Neue UPS-Mails mit trojanischen Rechnungen

Bereits im Juli wurden in wöchentlichem Rhythmus Spam-Mails mit schädlichen Anhängen verschickt, die vorgeblich vom Paketdienst UPS stammen sollten. Auch dieser Woche werden wieder derartige Mails verbreitet. Wollte man dem Textinhalt glauben schenken, müsste die Zustellung eines Pakets fehlgeschlagen sein.

Die Mails kommen mit einem Betreff wie „UPS Invoice 12345678“ oder „Tracking N_ 1234567890“, wobei die angegebene Nummer von Mail zu Mail variieren kann. Im Text heißt es, ein am 1. August abgeschicktes Paket habe nicht zugestellt werden können, weil die Empfängeradresse nicht korrekt sei. Man möge doch die beigefügte Rechnungskopie ausdrucken und das Paket selbst abholen.

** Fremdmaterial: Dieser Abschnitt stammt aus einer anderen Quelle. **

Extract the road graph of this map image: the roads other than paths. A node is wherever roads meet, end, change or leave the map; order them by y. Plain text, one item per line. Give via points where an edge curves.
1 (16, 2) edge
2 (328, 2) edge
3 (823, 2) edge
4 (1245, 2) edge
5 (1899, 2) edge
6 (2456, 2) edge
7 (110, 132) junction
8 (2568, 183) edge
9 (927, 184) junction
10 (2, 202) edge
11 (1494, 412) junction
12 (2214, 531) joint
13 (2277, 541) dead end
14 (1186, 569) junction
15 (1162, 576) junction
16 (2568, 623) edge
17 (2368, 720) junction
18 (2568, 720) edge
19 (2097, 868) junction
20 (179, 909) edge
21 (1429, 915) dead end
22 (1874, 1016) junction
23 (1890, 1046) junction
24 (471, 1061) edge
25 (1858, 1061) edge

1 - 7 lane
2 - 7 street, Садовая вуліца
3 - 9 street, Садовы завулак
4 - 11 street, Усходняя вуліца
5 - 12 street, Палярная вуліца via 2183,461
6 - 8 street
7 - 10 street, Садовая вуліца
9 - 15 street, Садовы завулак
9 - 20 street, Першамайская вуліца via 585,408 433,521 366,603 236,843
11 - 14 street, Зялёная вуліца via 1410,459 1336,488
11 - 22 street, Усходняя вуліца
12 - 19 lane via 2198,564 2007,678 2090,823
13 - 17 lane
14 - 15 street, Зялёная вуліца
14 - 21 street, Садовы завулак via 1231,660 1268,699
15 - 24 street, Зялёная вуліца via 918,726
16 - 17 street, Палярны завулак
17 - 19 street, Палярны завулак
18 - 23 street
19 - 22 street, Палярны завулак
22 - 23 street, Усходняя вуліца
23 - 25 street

Der Anhang besteht aus einem ZIP-Archiv mit einem Namen wie zum Beispiel „WW_123456.zip“ oder „WWW_123456.zip“ – wiederum mit veränderlichen Nummern. Darin steckt eine EXE-Datei gleichen Namens, die etwa 59 KB groß ist. Dabei handelt es sich um ein Trojanisches Pferd, das weitere Malware aus dem Internet nachlädt.